— Activity —
When you restate the entries that follow, keep every word exactly and drop the pictures.

— Data for review —
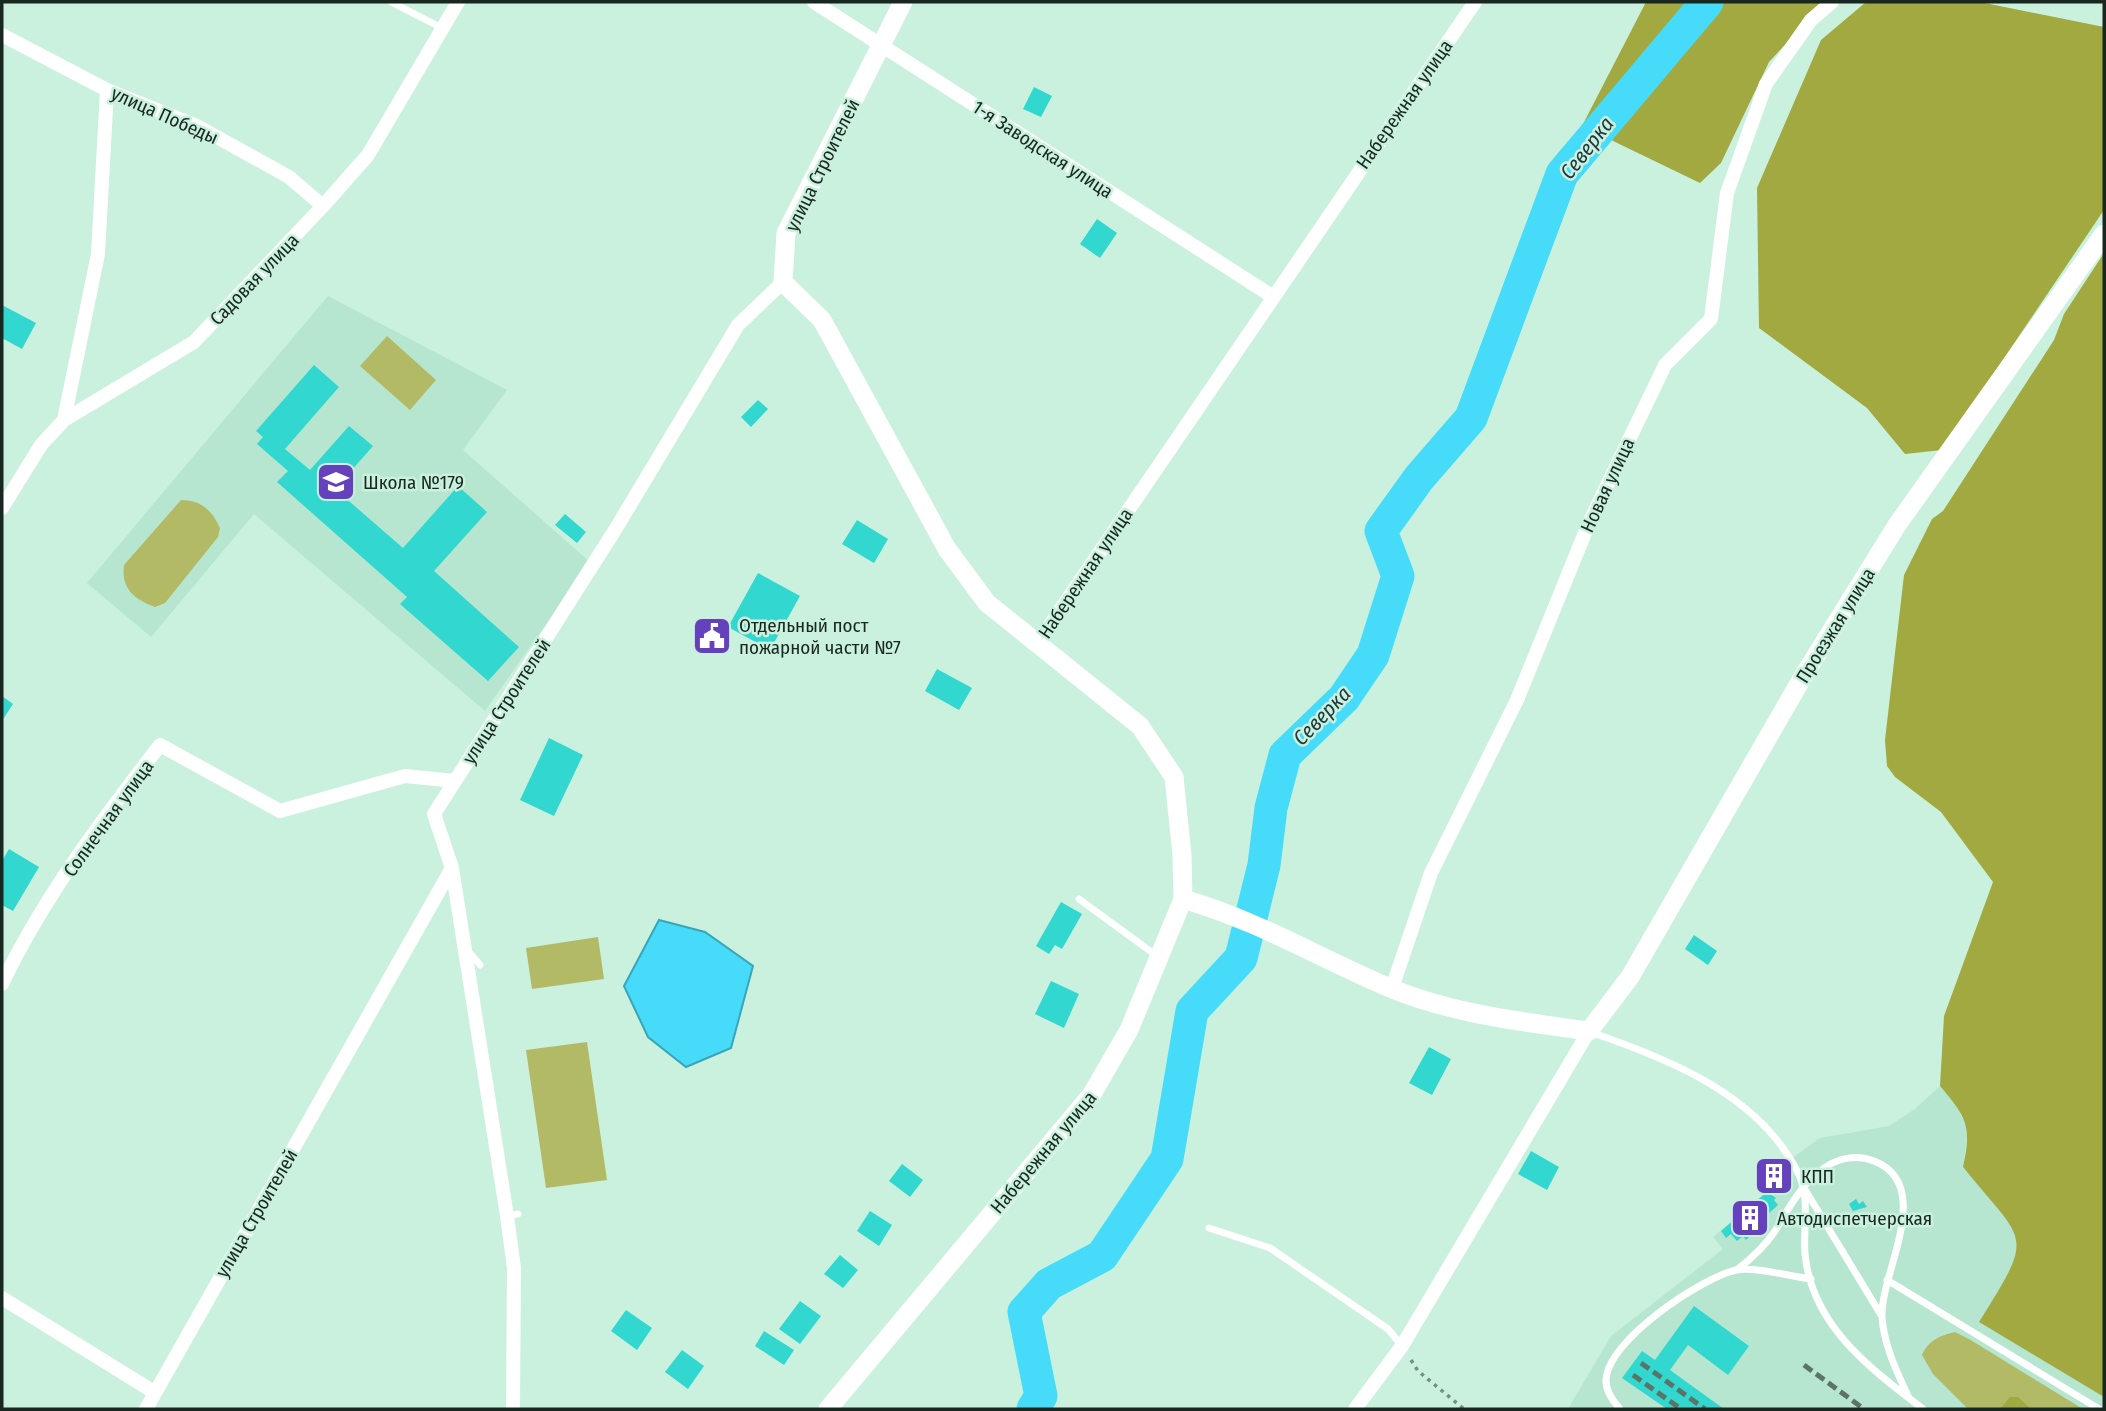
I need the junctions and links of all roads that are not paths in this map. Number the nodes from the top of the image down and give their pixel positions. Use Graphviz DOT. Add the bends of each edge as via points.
graph roads {
  1 [pos="391,2"];
  2 [pos="458,2"];
  3 [pos="814,2"];
  4 [pos="903,2"];
  5 [pos="1475,2"];
  6 [pos="1832,2"];
  7 [pos="442,27"];
  8 [pos="2,35"];
  9 [pos="881,45"];
  10 [pos="107,90"];
  11 [pos="323,205"];
  12 [pos="2104,234"];
  13 [pos="783,282"];
  14 [pos="1272,296"];
  15 [pos="64,420"];
  16 [pos="2,508"];
  17 [pos="1037,644"];
  18 [pos="456,781"];
  19 [pos="452,868"];
  20 [pos="1079,899"];
  21 [pos="1183,899"];
  22 [pos="464,947"];
  23 [pos="1159,957"];
  24 [pos="480,965"];
  25 [pos="2,984"];
  26 [pos="1392,988"];
  27 [pos="1589,1031"];
  28 [pos="1804,1187"];
  29 [pos="1209,1228"];
  30 [pos="1738,1269"];
  31 [pos="1811,1279"];
  32 [pos="1886,1280"];
  33 [pos="2,1297"];
  34 [pos="1882,1316"];
  35 [pos="1402,1346"];
  36 [pos="154,1392"];
  37 [pos="1910,1399"];
  38 [pos="146,1409"];
  39 [pos="513,1409"];
  40 [pos="828,1409"];
  41 [pos="1355,1409"];
  42 [pos="1620,1409"];
  43 [pos="1923,1409"];
  44 [pos="2099,1409"];
  1 -- 7 [label="lane"];
  2 -- 7 [label="street, Садовая улица"];
  3 -- 9 [label="street, 1-я Заводская улица"];
  4 -- 9 [label="street, улица Строителей"];
  5 -- 14 [label="street, Набережная улица"];
  6 -- 26 [label="street, Новая улица" via="1811,20 1766,84 1727,193 1711,319 1665,365 1595,511 1517,700 1431,873"];
  7 -- 11 [label="street, Садовая улица" via="368,155"];
  8 -- 10 [label="street, улица Победы"];
  9 -- 13 [label="street, улица Строителей" via="786,233"];
  9 -- 14 [label="street, 1-я Заводская улица"];
  10 -- 11 [label="street, улица Победы" via="197,126 289,177"];
  10 -- 15 [label="street" via="98,254"];
  11 -- 15 [label="street, Садовая улица" via="194,342"];
  12 -- 27 [label="street, Проезжая улица" via="1898,524 1801,680 1630,977"];
  13 -- 17 [label="street" via="822,320 947,550 987,603"];
  13 -- 18 [label="street, улица Строителей" via="738,325"];
  14 -- 17 [label="street, Набережная улица"];
  15 -- 16 [label="street, Садовая улица" via="41,445"];
  17 -- 21 [label="street, Набережная улица" via="1140,726 1174,777"];
  18 -- 19 [label="street, улица Строителей" via="434,814"];
  18 -- 25 [label="street, Солнечная улица" via="405,776 280,811 160,745 110,809 51,898"];
  19 -- 22 [label="street"];
  19 -- 36 [label="street, улица Строителей"];
  20 -- 23 [label="lane"];
  21 -- 23 [label="street, Набережная улица"];
  21 -- 26 [label="street" via="1267,928"];
  22 -- 24 [label="lane"];
  22 -- 39 [label="street" via="513,1215"];
  23 -- 40 [label="street, Набережная улица" via="1129,1030 1093,1094"];
  26 -- 27 [label="street" via="1496,1018"];
  27 -- 28 [label="lane" via="1667,1059 1732,1100 1770,1135"];
  27 -- 35 [label="street"];
  28 -- 30 [label="lane" via="1775,1232"];
  28 -- 31 [label="lane" via="1804,1240"];
  28 -- 32 [label="lane" via="1824,1168 1845,1158 1867,1158 1888,1168 1901,1193 1903,1219"];
  28 -- 34 [label="lane"];
  29 -- 35 [label="lane" via="1270,1248 1388,1329"];
  30 -- 31 [label="lane"];
  30 -- 42 [label="lane" via="1689,1291 1619,1352 1606,1380"];
  31 -- 37 [label="lane" via="1830,1323 1848,1347"];
  32 -- 34 [label="lane"];
  32 -- 44 [label="lane"];
  33 -- 36 [label="street"];
  34 -- 37 [label="lane" via="1891,1357"];
  35 -- 41 [label="street"];
  36 -- 38 [label="street, улица Строителей"];
  37 -- 43 [label="lane"];
}
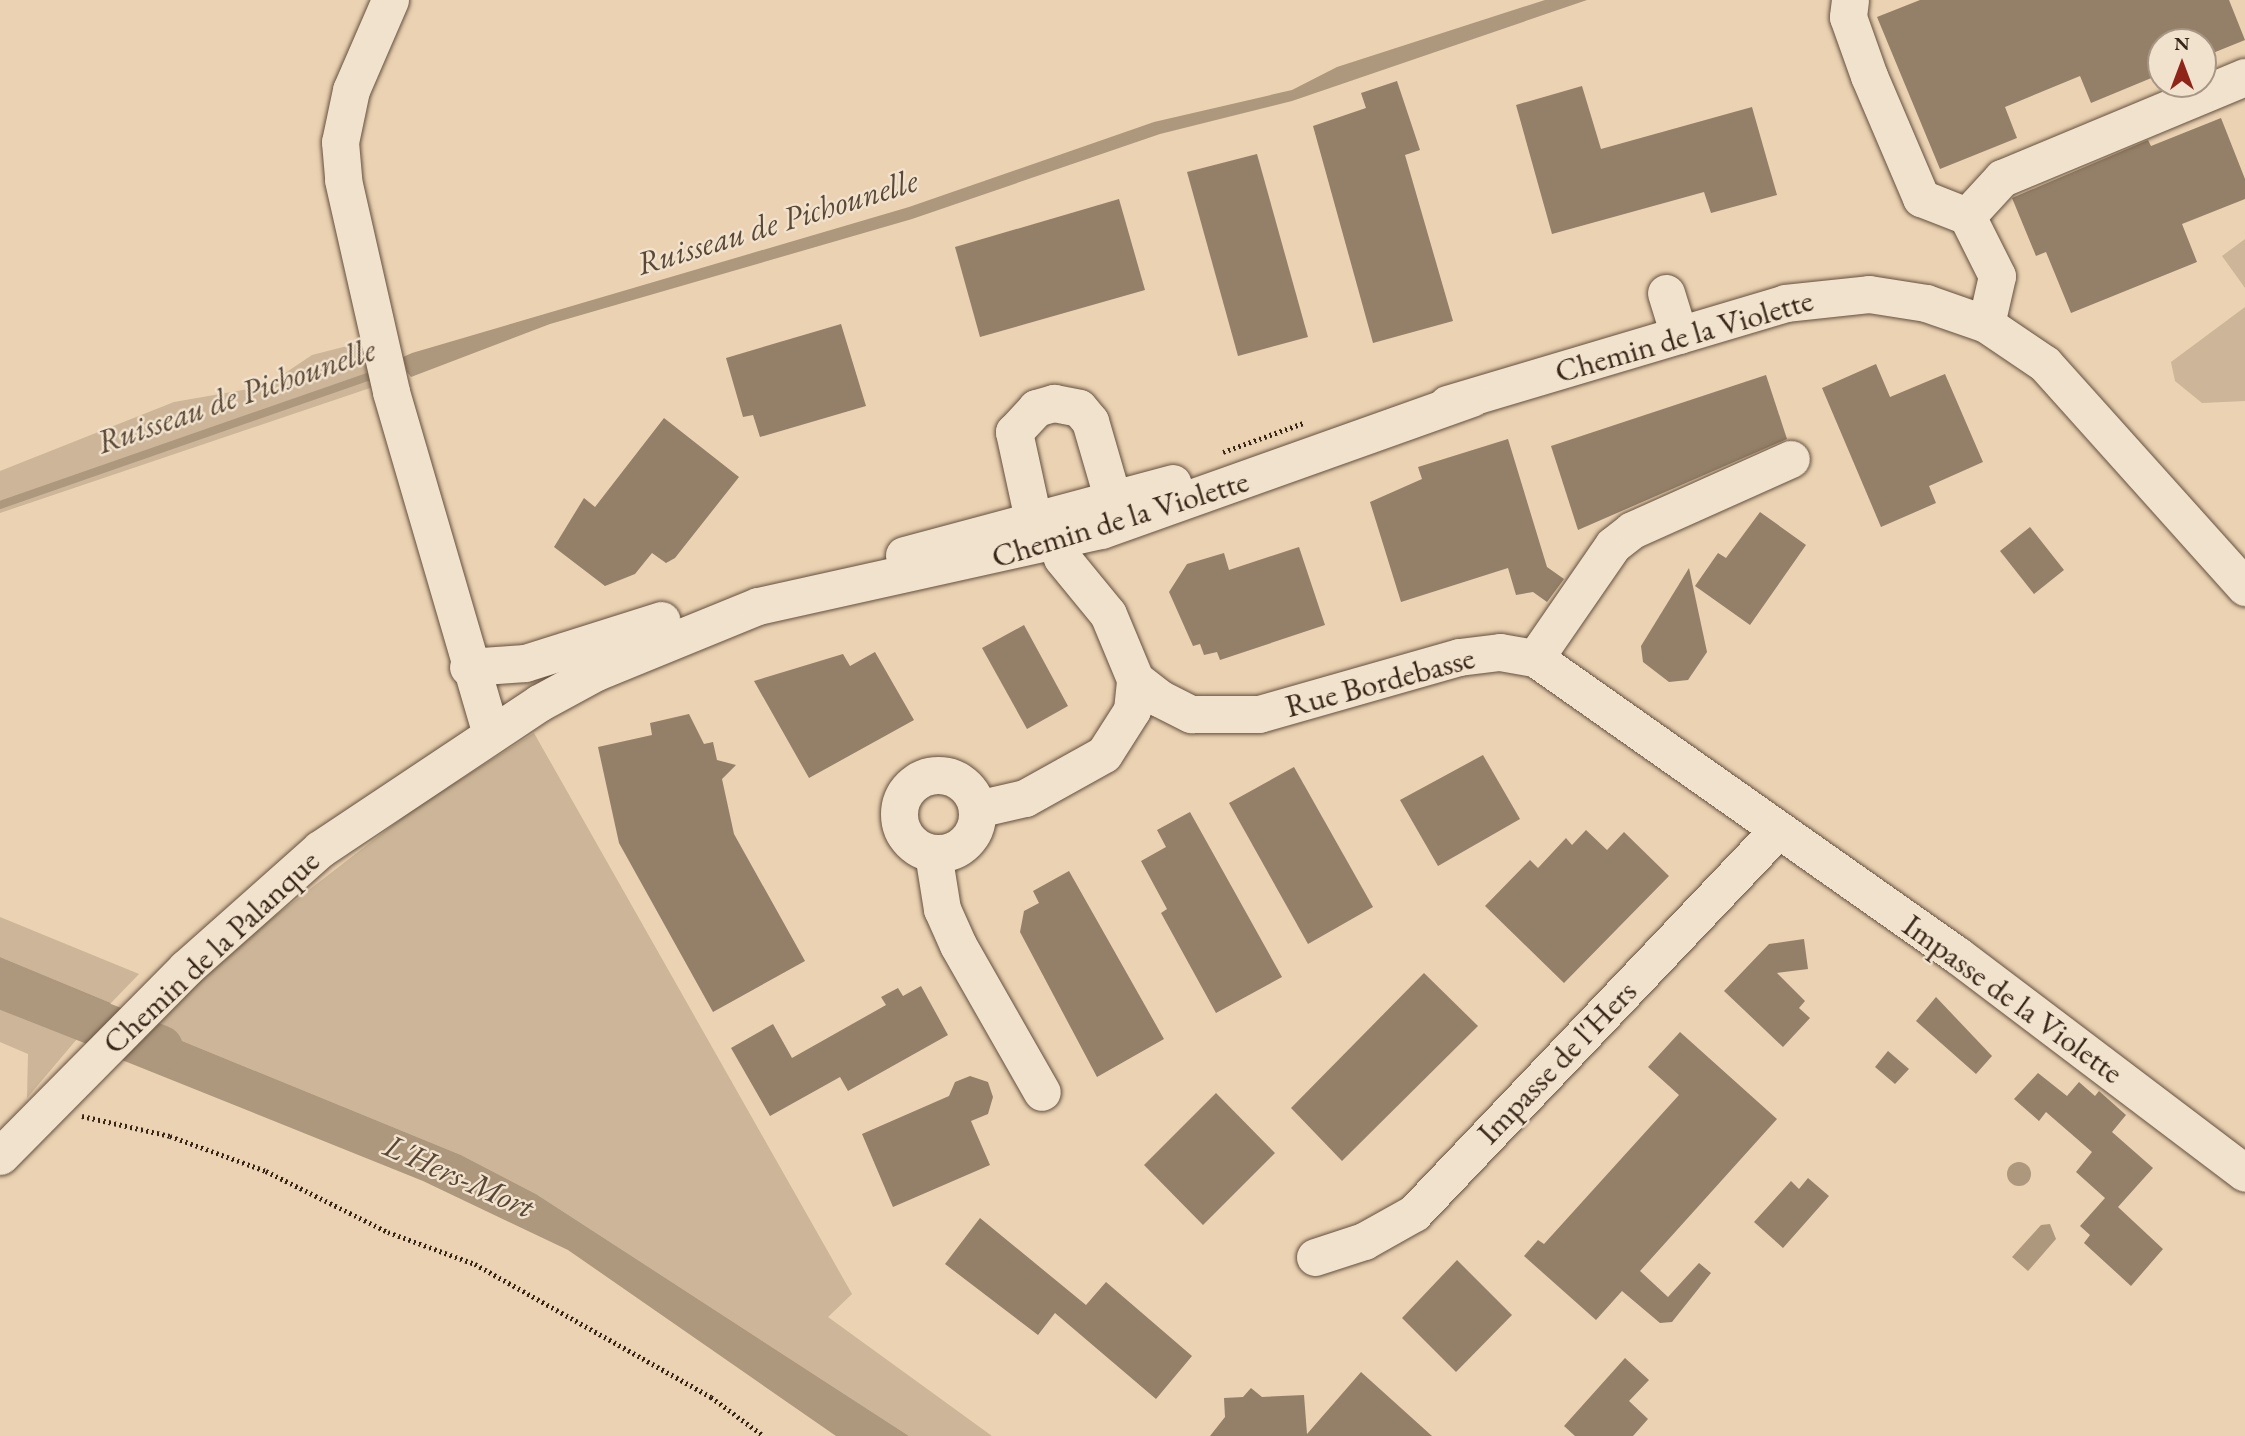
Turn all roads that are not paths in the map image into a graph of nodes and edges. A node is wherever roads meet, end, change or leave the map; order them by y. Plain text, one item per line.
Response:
1 (390, 0) edge
2 (1850, 0) edge
3 (2245, 77) edge
4 (1967, 216) junction
5 (1666, 293) dead end
6 (1986, 324) junction
7 (1679, 335) junction
8 (1791, 459) dead end
9 (1101, 516) junction
10 (1043, 536) junction
11 (2245, 587) edge
12 (772, 596) junction
13 (1108, 614) junction
14 (1535, 658) junction
15 (468, 667) junction
16 (1135, 679) junction
17 (539, 702) joint
18 (491, 734) junction
19 (977, 809) junction
20 (1775, 833) junction
21 (933, 853) junction
22 (1042, 1092) dead end
23 (2, 1155) edge
24 (2245, 1173) edge
25 (1315, 1257) dead end

1 - 15 street
2 - 4 street
3 - 4 street
4 - 6 street
5 - 7 street
6 - 7 street, Chemin de la Violette
6 - 11 street, Chemin de la Violette
7 - 9 street, Chemin de la Violette
8 - 14 street
9 - 10 street
9 - 10 street
9 - 13 street
10 - 12 street, Chemin de la Violette
10 - 13 street
12 - 15 street, Chemin de la Violette
12 - 17 street, Chemin de la Violette
13 - 16 street
14 - 16 street, Rue Bordebasse
14 - 20 street, Rue Bordebasse
15 - 18 street
16 - 19 street
17 - 18 street, Chemin de la Palanque
18 - 23 street, Chemin de la Palanque
19 - 21 street
19 - 21 street
20 - 24 street, Impasse de la Violette
20 - 25 street, Impasse de l'Hers
21 - 22 street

— Written solution —
I need the junctions and links of all roads that are not paths in this map. Number the nodes from the top of the image down and give their pixel positions. Use Graphviz DOT. Add the bends of each edge as via points.
graph roads {
  1 [pos="391,2"];
  2 [pos="458,2"];
  3 [pos="814,2"];
  4 [pos="903,2"];
  5 [pos="1475,2"];
  6 [pos="1832,2"];
  7 [pos="442,27"];
  8 [pos="2,35"];
  9 [pos="881,45"];
  10 [pos="107,90"];
  11 [pos="323,205"];
  12 [pos="2104,234"];
  13 [pos="783,282"];
  14 [pos="1272,296"];
  15 [pos="64,420"];
  16 [pos="2,508"];
  17 [pos="1037,644"];
  18 [pos="456,781"];
  19 [pos="452,868"];
  20 [pos="1079,899"];
  21 [pos="1183,899"];
  22 [pos="464,947"];
  23 [pos="1159,957"];
  24 [pos="480,965"];
  25 [pos="2,984"];
  26 [pos="1392,988"];
  27 [pos="1589,1031"];
  28 [pos="1804,1187"];
  29 [pos="1209,1228"];
  30 [pos="1738,1269"];
  31 [pos="1811,1279"];
  32 [pos="1886,1280"];
  33 [pos="2,1297"];
  34 [pos="1882,1316"];
  35 [pos="1402,1346"];
  36 [pos="154,1392"];
  37 [pos="1910,1399"];
  38 [pos="146,1409"];
  39 [pos="513,1409"];
  40 [pos="828,1409"];
  41 [pos="1355,1409"];
  42 [pos="1620,1409"];
  43 [pos="1923,1409"];
  44 [pos="2099,1409"];
  1 -- 7 [label="lane"];
  2 -- 7 [label="street, Садовая улица"];
  3 -- 9 [label="street, 1-я Заводская улица"];
  4 -- 9 [label="street, улица Строителей"];
  5 -- 14 [label="street, Набережная улица"];
  6 -- 26 [label="street, Новая улица" via="1811,20 1766,84 1727,193 1711,319 1665,365 1595,511 1517,700 1431,873"];
  7 -- 11 [label="street, Садовая улица" via="368,155"];
  8 -- 10 [label="street, улица Победы"];
  9 -- 13 [label="street, улица Строителей" via="786,233"];
  9 -- 14 [label="street, 1-я Заводская улица"];
  10 -- 11 [label="street, улица Победы" via="197,126 289,177"];
  10 -- 15 [label="street" via="98,254"];
  11 -- 15 [label="street, Садовая улица" via="194,342"];
  12 -- 27 [label="street, Проезжая улица" via="1898,524 1801,680 1630,977"];
  13 -- 17 [label="street" via="822,320 947,550 987,603"];
  13 -- 18 [label="street, улица Строителей" via="738,325"];
  14 -- 17 [label="street, Набережная улица"];
  15 -- 16 [label="street, Садовая улица" via="41,445"];
  17 -- 21 [label="street, Набережная улица" via="1140,726 1174,777"];
  18 -- 19 [label="street, улица Строителей" via="434,814"];
  18 -- 25 [label="street, Солнечная улица" via="405,776 280,811 160,745 110,809 51,898"];
  19 -- 22 [label="street"];
  19 -- 36 [label="street, улица Строителей"];
  20 -- 23 [label="lane"];
  21 -- 23 [label="street, Набережная улица"];
  21 -- 26 [label="street" via="1267,928"];
  22 -- 24 [label="lane"];
  22 -- 39 [label="street" via="513,1215"];
  23 -- 40 [label="street, Набережная улица" via="1129,1030 1093,1094"];
  26 -- 27 [label="street" via="1496,1018"];
  27 -- 28 [label="lane" via="1667,1059 1732,1100 1770,1135"];
  27 -- 35 [label="street"];
  28 -- 30 [label="lane" via="1775,1232"];
  28 -- 31 [label="lane" via="1804,1240"];
  28 -- 32 [label="lane" via="1824,1168 1845,1158 1867,1158 1888,1168 1901,1193 1903,1219"];
  28 -- 34 [label="lane"];
  29 -- 35 [label="lane" via="1270,1248 1388,1329"];
  30 -- 31 [label="lane"];
  30 -- 42 [label="lane" via="1689,1291 1619,1352 1606,1380"];
  31 -- 37 [label="lane" via="1830,1323 1848,1347"];
  32 -- 34 [label="lane"];
  32 -- 44 [label="lane"];
  33 -- 36 [label="street"];
  34 -- 37 [label="lane" via="1891,1357"];
  35 -- 41 [label="street"];
  36 -- 38 [label="street, улица Строителей"];
  37 -- 43 [label="lane"];
}
Turn all roads that are not paths in the map image into a graph of nodes and edges. A node is wherever roads meet, end, change or leave the map; order them by y. Plain text, one item per line.
Response:
1 (390, 0) edge
2 (1850, 0) edge
3 (2245, 77) edge
4 (1967, 216) junction
5 (1666, 293) dead end
6 (1986, 324) junction
7 (1679, 335) junction
8 (1791, 459) dead end
9 (1101, 516) junction
10 (1043, 536) junction
11 (2245, 587) edge
12 (772, 596) junction
13 (1108, 614) junction
14 (1535, 658) junction
15 (468, 667) junction
16 (1135, 679) junction
17 (539, 702) joint
18 (491, 734) junction
19 (977, 809) junction
20 (1775, 833) junction
21 (933, 853) junction
22 (1042, 1092) dead end
23 (2, 1155) edge
24 (2245, 1173) edge
25 (1315, 1257) dead end

1 - 15 street
2 - 4 street
3 - 4 street
4 - 6 street
5 - 7 street
6 - 7 street, Chemin de la Violette
6 - 11 street, Chemin de la Violette
7 - 9 street, Chemin de la Violette
8 - 14 street
9 - 10 street
9 - 10 street
9 - 13 street
10 - 12 street, Chemin de la Violette
10 - 13 street
12 - 15 street, Chemin de la Violette
12 - 17 street, Chemin de la Violette
13 - 16 street
14 - 16 street, Rue Bordebasse
14 - 20 street, Rue Bordebasse
15 - 18 street
16 - 19 street
17 - 18 street, Chemin de la Palanque
18 - 23 street, Chemin de la Palanque
19 - 21 street
19 - 21 street
20 - 24 street, Impasse de la Violette
20 - 25 street, Impasse de l'Hers
21 - 22 street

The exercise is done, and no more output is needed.